I love watching "The View" because as I've said before, I love hearing all kinds of opinions on things.  I love knowing where other people are "coming from."   Yesterday Dwayne Wade, the famous basketball player, was on with his mother, who is a recovering drug addict.  I was drawn in by her story and even more by her courage to tell her story.  She explained so clearly how she wanted so badly to be a good mother but because of the drugs felt like a failure, which in turn led her back to her best friend for comfort....the drugs.  She credited her 91 year old praying mother who never turned her away.  Her words, "my mother laid me on the alter every time she went to church and the Lord heard her prayers."  So even when Dwayne Wade's mother didn't have the strength to ask for help the Lord knew the desires of her heart.   He also honored her sweet mother for "standing in the gap" for her daughter.  What a great story.  I kept rewinding my DVR because it was such a testimony of the power of strong women and God's love of them.

Last week I loved hearing Ann Romney speak at the Republican National Convention.  I was so proud of my fellow "boy mom" and how she so eloquently showed how women from all walks of life have very tough jobs.  Whether you are single, married,  stay at home mom, career woman, grandmother, whatever.  You know the heart of a woman.  We don't need to be labeled because we know that no matter what label we wear on a specific day, we ALWAYS wear the label of being a "woman."  Soft place to land, quiet strength when called for,  wisdom in the middle of a storm, balance between being passive or aggressive. Well,  I was happily reflecting on how beautifully and honestly Ann Romney spoke about these things when it happened.........Some news analyst says, "I think she sounded like what she is, a corporate wife."  WHAT??????  Did I hear that right?  This guy is TOAST.   As I'm rewinding the DVR to listen again, all I can hear from the kitchen is "Uh Oh."  My poor husband was bracing for my rant.  What exactly is a "corporate wife?"  Are you kidding?  All I could think of was how many loads of stinky laundry has Ann Romney done?  How many nights has she stayed awake with sick children?    How many nights has she stayed up late doing projects and homework with those beautiful boys she has? How many early mornings has she had getting them to school?   How many conversations has she had with her successful husband about his day at work or his next step in life?  I wonder how many times they remembered to tell her "thanks you" and when they didn't, she didn't care.   Quiet Strength?  It wasn't very quiet that night.

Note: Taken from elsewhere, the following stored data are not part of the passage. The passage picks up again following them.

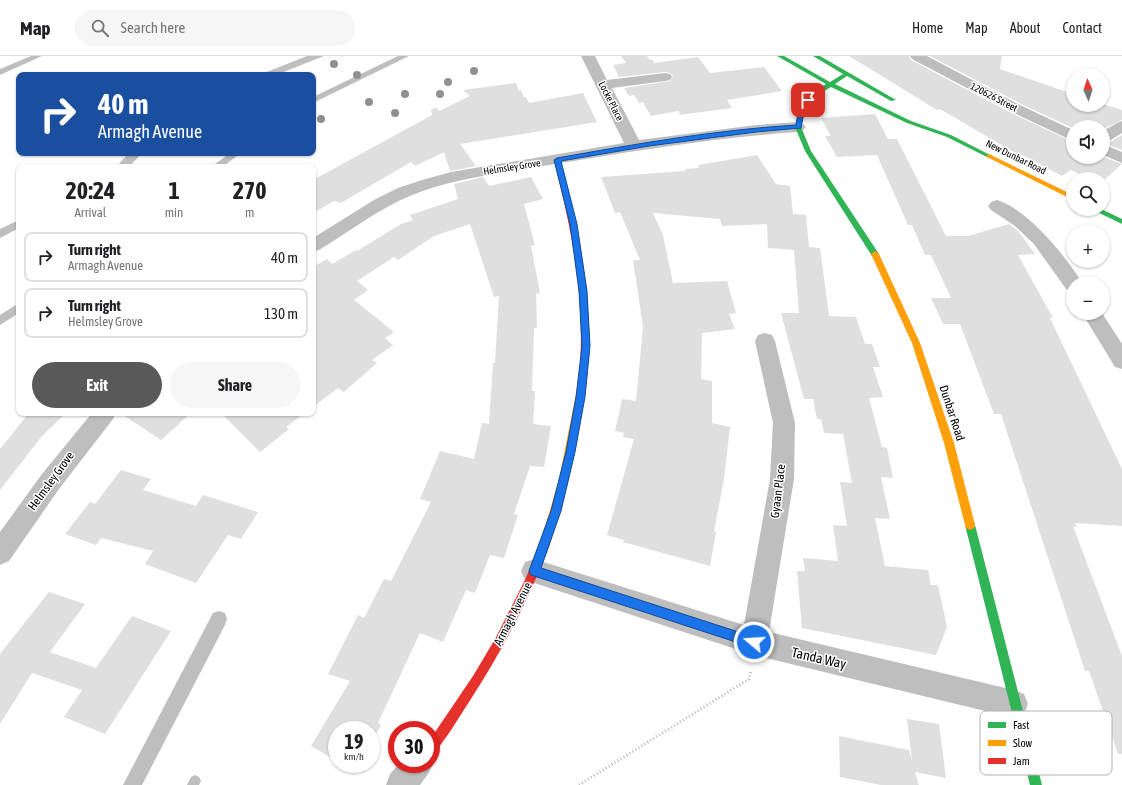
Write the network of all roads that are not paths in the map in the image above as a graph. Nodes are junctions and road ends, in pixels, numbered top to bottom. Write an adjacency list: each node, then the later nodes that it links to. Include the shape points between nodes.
1 (38, 56): 7 (lane)
2 (405, 56): 12 (lane)
3 (588, 56): 11 (street, Locke Place)
4 (780, 56): 10 (street)
5 (816, 56): 8 (street)
6 (917, 56): 17 (street, 120626 Street)
7 (0, 72)
8 (847, 74): 10 (street); 13 (street)
9 (665, 77): 11 (street)
10 (830, 84): 16 (street, via 802,107); 19 (street, New Dunbar Road, via 909,122)
11 (603, 85): 20 (street, Locke Place)
12 (316, 99)
13 (902, 105)
14 (922, 117): 19 (street, New Dunbar Road)
15 (1122, 126): 18 (street)
16 (798, 127): 20 (street, Helmsley Grove); 44 (street, Dunbar Road, via 808,151 872,248 916,343 949,443)
17 (1066, 133)
18 (1110, 134)
19 (949, 136): 26 (street, New Dunbar Road)
20 (634, 146): 24 (street, Helmsley Grove)
21 (1110, 152): 23 (street)
22 (232, 156): 25 (lane)
23 (1122, 158)
24 (557, 160): 32 (street, Helmsley Grove, via 451,177 424,185 375,208); 41 (street, Armagh Avenue, via 574,224 583,291 586,346 570,452 556,511)
25 (220, 164)
26 (1066, 194)
27 (997, 206): 33 (street, via 1021,222 1040,240)
28 (1110, 216): 29 (street)
29 (1122, 222)
30 (16, 226): 31 (lane)
31 (0, 234)
32 (316, 244)
33 (1067, 276)
34 (16, 309): 35 (lane)
35 (0, 320)
36 (1096, 320): 38 (street)
37 (765, 341): 43 (street, Gyaan Place, via 784,423 782,479)
38 (1122, 360)
39 (102, 416): 40 (street, Helmsley Grove, via 46,485)
40 (0, 553)
41 (534, 571): 43 (street, Tanda Way); 46 (street, Armagh Avenue, via 492,657)
42 (219, 619): 49 (lane)
43 (754, 642): 44 (street, Tanda Way)
44 (1014, 704): 45 (street, Dunbar Road)
45 (1016, 711)
46 (440, 737)
47 (411, 773): 50 (street)
48 (1033, 775): 51 (street, Dunbar Road)
49 (132, 785)
50 (401, 785)
51 (1036, 785)

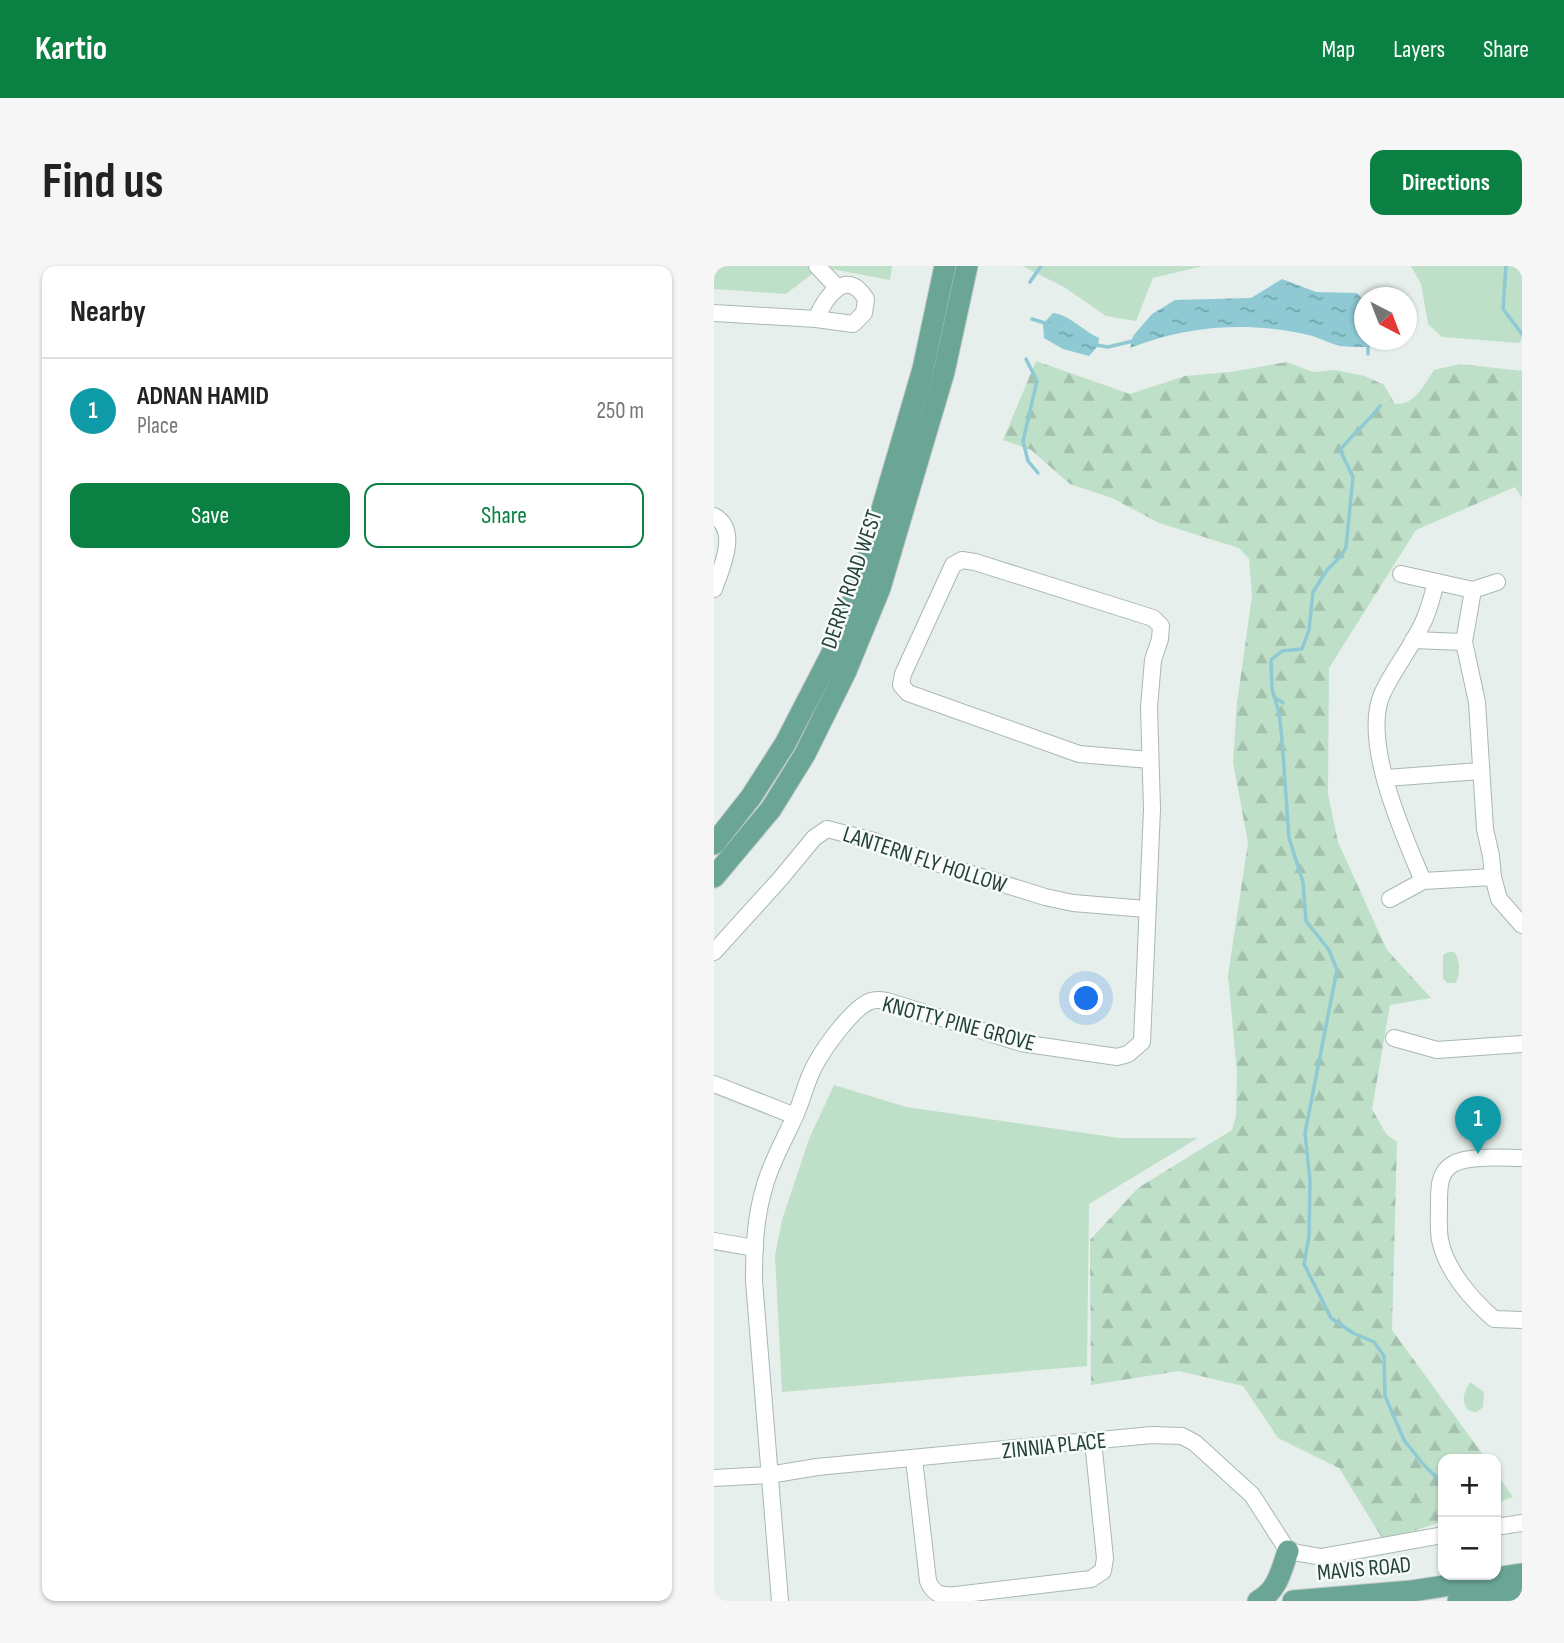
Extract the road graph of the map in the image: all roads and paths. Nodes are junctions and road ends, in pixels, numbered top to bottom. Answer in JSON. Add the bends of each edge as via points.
{"nodes":[{"id":1,"x":817,"y":266,"type":"edge"},
{"id":2,"x":945,"y":266,"type":"edge"},
{"id":3,"x":967,"y":266,"type":"edge"},
{"id":4,"x":837,"y":287,"type":"junction"},
{"id":5,"x":714,"y":313,"type":"edge"},
{"id":6,"x":816,"y":319,"type":"junction"},
{"id":7,"x":714,"y":516,"type":"edge"},
{"id":8,"x":1401,"y":574,"type":"dead end"},
{"id":9,"x":1436,"y":582,"type":"junction"},
{"id":10,"x":1497,"y":582,"type":"dead end"},
{"id":11,"x":714,"y":589,"type":"edge"},
{"id":12,"x":1473,"y":590,"type":"junction"},
{"id":13,"x":1413,"y":640,"type":"junction"},
{"id":14,"x":1464,"y":642,"type":"junction"},
{"id":15,"x":1150,"y":760,"type":"junction"},
{"id":16,"x":1480,"y":771,"type":"junction"},
{"id":17,"x":1386,"y":778,"type":"junction"},
{"id":18,"x":714,"y":844,"type":"edge"},
{"id":19,"x":714,"y":877,"type":"edge"},
{"id":20,"x":1493,"y":877,"type":"junction"},
{"id":21,"x":1423,"y":881,"type":"junction"},
{"id":22,"x":1390,"y":899,"type":"dead end"},
{"id":23,"x":1146,"y":909,"type":"junction"},
{"id":24,"x":1522,"y":925,"type":"edge"},
{"id":25,"x":714,"y":951,"type":"edge"},
{"id":26,"x":1394,"y":1038,"type":"dead end"},
{"id":27,"x":1522,"y":1044,"type":"edge"},
{"id":28,"x":714,"y":1084,"type":"edge"},
{"id":29,"x":795,"y":1116,"type":"junction"},
{"id":30,"x":1522,"y":1158,"type":"edge"},
{"id":31,"x":714,"y":1241,"type":"edge"},
{"id":32,"x":755,"y":1248,"type":"junction"},
{"id":33,"x":1522,"y":1320,"type":"edge"},
{"id":34,"x":1093,"y":1441,"type":"junction"},
{"id":35,"x":914,"y":1459,"type":"junction"},
{"id":36,"x":769,"y":1475,"type":"junction"},
{"id":37,"x":714,"y":1478,"type":"edge"},
{"id":38,"x":1522,"y":1523,"type":"edge"},
{"id":39,"x":1501,"y":1526,"type":"edge"},
{"id":40,"x":1438,"y":1536,"type":"edge"},
{"id":41,"x":1288,"y":1551,"type":"junction"},
{"id":42,"x":1522,"y":1574,"type":"edge"},
{"id":43,"x":1522,"y":1591,"type":"edge"},
{"id":44,"x":780,"y":1601,"type":"edge"},
{"id":45,"x":1258,"y":1601,"type":"edge"},
{"id":46,"x":1293,"y":1601,"type":"edge"},
{"id":47,"x":1458,"y":1601,"type":"edge"}],
"edges":[{"from":1,"to":4,"type":"street"},
{"from":2,"to":18,"type":"main road","name":"DERRY ROAD WEST","via":[[923,369],[863,574],[831,655],[785,744]]},
{"from":3,"to":19,"type":"main road","name":"DERRY ROAD WEST","via":[[944,372],[880,588],[846,671],[805,754],[771,809]]},
{"from":4,"to":6,"type":"street","via":[[824,300]]},
{"from":4,"to":6,"type":"street","via":[[858,288],[866,299],[864,313],[853,324]]},
{"from":5,"to":6,"type":"street"},
{"from":7,"to":11,"type":"street","via":[[726,530],[727,541]]},
{"from":8,"to":9,"type":"street"},
{"from":9,"to":12,"type":"street"},
{"from":9,"to":13,"type":"street"},
{"from":10,"to":12,"type":"street"},
{"from":12,"to":14,"type":"street"},
{"from":13,"to":14,"type":"street"},
{"from":13,"to":17,"type":"street","via":[[1377,708]]},
{"from":14,"to":16,"type":"street","via":[[1477,702]]},
{"from":15,"to":15,"type":"street","name":"KNOTTY PINE GROVE","via":[[1151,683],[1161,626],[1153,618],[975,562],[962,560],[953,565],[903,674],[901,685],[908,693],[1079,754]]},
{"from":15,"to":23,"type":"street","name":"KNOTTY PINE GROVE"},
{"from":16,"to":17,"type":"street"},
{"from":16,"to":20,"type":"street"},
{"from":17,"to":21,"type":"street","via":[[1394,814]]},
{"from":20,"to":21,"type":"street"},
{"from":20,"to":24,"type":"street","via":[[1499,900]]},
{"from":21,"to":22,"type":"street"},
{"from":23,"to":25,"type":"street","name":"LANTERN FLY HOLLOW","via":[[1045,897],[827,829]]},
{"from":23,"to":29,"type":"street","name":"KNOTTY PINE GROVE","via":[[1142,1042],[1128,1054],[1117,1057],[1021,1044],[874,999],[860,1007],[825,1048]]},
{"from":26,"to":27,"type":"street","via":[[1437,1049]]},
{"from":28,"to":29,"type":"street"},
{"from":29,"to":32,"type":"street","name":"KNOTTY PINE GROVE","via":[[765,1183]]},
{"from":30,"to":33,"type":"street","via":[[1456,1162],[1441,1178],[1439,1207],[1440,1239],[1449,1264],[1466,1289],[1494,1319]]},
{"from":31,"to":32,"type":"street"},
{"from":32,"to":36,"type":"street","name":"KNOTTY PINE GROVE"},
{"from":34,"to":35,"type":"street","name":"ZINNIA PLACE"},
{"from":34,"to":35,"type":"street","via":[[1103,1571],[1091,1579],[956,1595],[936,1594],[928,1581]]},
{"from":34,"to":41,"type":"street","name":"ZINNIA PLACE","via":[[1160,1434],[1189,1439],[1252,1495]]},
{"from":35,"to":36,"type":"street","name":"ZINNIA PLACE"},
{"from":36,"to":37,"type":"street","name":"ZINNIA PLACE"},
{"from":36,"to":44,"type":"street","name":"KNOTTY PINE GROVE"},
{"from":38,"to":39,"type":"street"},
{"from":40,"to":41,"type":"street","via":[[1321,1557]]},
{"from":41,"to":45,"type":"main road","via":[[1273,1590]]},
{"from":42,"to":46,"type":"main road","name":"MAVIS ROAD","via":[[1412,1591]]},
{"from":43,"to":47,"type":"main road"}]}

Just this morning I was reading Robin Roberts tribute to her wonderful Godly mother.  I loved Michelle Obama's  title of "Mom-in Chief."  I thought of Dwayne Wade's "Born Again" mother and his praying grandmother  and  I was calm in my Spirit.  I will always be protective of women and mothers because I think that's how God is.  I think it is obvious that He knows our hearts and how difficult it is for us to strike a balance between soft and strong.   I don't think that God sees his special creation of women as rich, poor or "middle class."   Proverbs 31:10-31 say it best but my favorite part for today is "Her children arise and call her blessed.  her husband also, and he praises her.  Charm is deceptive and beauty is fleeting, but a woman who fears the Lord is to be praised."